### Description of the task
Below are entries with pictures among them; reproduce exactly, and only, the lines from the one containing "Extract the structured" down to the one containing "Read the street", without the pictures.

Records excerpted from a collection:
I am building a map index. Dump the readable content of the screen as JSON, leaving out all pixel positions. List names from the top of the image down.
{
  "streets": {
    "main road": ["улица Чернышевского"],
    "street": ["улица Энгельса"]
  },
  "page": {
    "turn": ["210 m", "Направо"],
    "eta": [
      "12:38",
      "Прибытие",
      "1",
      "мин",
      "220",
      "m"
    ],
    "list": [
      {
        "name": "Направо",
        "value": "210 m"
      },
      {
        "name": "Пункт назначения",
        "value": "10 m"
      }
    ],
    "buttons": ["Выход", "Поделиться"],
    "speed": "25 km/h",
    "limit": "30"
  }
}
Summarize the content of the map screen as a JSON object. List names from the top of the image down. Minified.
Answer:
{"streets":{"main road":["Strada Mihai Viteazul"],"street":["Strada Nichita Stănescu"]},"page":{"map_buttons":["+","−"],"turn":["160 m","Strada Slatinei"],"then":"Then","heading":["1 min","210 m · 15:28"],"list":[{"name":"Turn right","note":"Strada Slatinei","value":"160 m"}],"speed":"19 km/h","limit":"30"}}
--
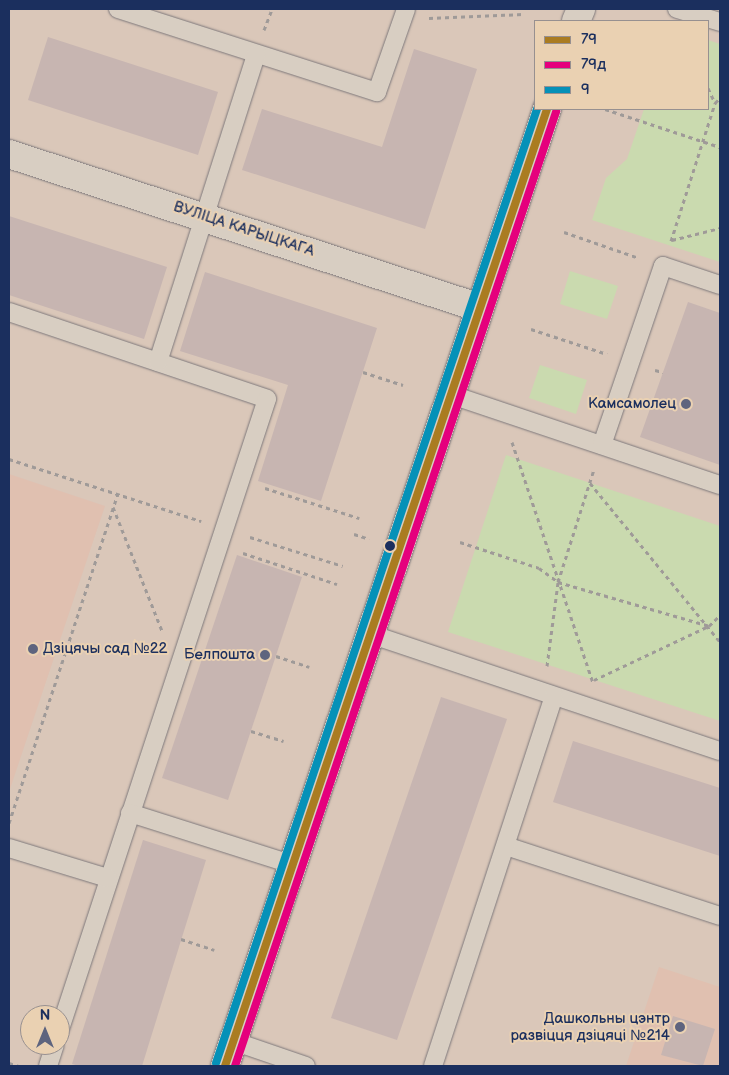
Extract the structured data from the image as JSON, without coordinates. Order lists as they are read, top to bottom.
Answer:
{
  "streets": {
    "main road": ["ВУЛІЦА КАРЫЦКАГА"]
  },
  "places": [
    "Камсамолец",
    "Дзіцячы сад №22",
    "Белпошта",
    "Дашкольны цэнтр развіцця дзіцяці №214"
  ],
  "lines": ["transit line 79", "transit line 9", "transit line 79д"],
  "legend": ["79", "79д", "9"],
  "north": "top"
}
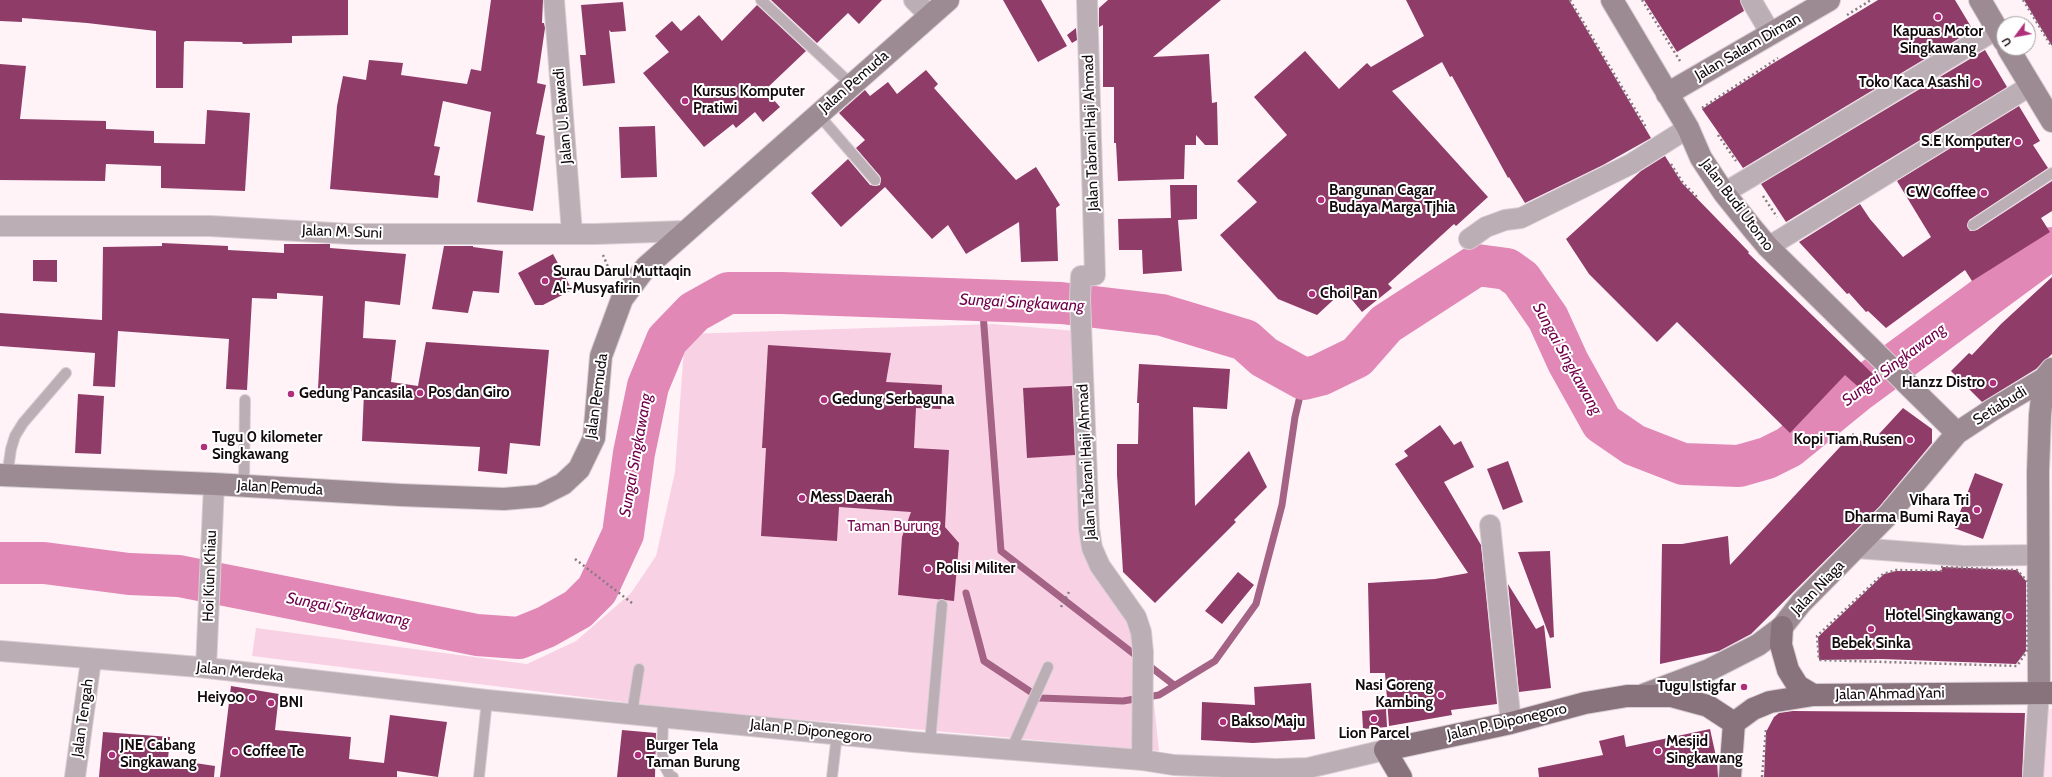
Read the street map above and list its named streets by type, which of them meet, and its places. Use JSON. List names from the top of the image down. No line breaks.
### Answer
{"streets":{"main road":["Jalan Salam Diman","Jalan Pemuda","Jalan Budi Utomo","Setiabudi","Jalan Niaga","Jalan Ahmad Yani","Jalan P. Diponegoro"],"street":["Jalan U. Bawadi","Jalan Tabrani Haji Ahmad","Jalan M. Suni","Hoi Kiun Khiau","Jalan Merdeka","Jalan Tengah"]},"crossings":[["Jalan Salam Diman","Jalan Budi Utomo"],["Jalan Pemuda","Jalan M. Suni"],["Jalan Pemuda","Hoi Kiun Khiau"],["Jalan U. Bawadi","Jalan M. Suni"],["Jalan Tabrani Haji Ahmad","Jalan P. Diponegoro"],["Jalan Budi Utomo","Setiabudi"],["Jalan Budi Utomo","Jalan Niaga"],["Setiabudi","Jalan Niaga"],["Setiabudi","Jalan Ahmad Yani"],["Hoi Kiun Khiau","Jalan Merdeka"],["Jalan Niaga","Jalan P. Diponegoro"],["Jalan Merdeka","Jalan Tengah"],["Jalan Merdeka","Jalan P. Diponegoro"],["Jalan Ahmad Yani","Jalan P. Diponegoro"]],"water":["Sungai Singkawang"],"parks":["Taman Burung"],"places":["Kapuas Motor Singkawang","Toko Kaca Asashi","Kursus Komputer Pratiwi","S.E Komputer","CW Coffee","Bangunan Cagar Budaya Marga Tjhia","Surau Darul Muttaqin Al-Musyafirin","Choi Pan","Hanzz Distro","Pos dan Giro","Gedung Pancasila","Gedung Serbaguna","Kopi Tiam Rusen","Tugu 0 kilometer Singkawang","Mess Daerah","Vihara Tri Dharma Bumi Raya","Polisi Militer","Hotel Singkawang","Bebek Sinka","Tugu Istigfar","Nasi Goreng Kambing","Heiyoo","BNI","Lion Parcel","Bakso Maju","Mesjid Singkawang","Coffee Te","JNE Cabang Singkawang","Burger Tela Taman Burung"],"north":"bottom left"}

### Answer to this exercise
Extract the structured data from the image as JSON, without coordinates. Order lists as they are read, top to bottom.
Answer:
{
  "streets": {
    "main road": ["ВУЛІЦА КАРЫЦКАГА"]
  },
  "places": [
    "Камсамолец",
    "Дзіцячы сад №22",
    "Белпошта",
    "Дашкольны цэнтр развіцця дзіцяці №214"
  ],
  "lines": ["transit line 79", "transit line 9", "transit line 79д"],
  "legend": ["79", "79д", "9"],
  "north": "top"
}
Read the street map above and list its named streets by type, which of them meet, and its places. Use JSON. List names from the top of the image down. No line breaks.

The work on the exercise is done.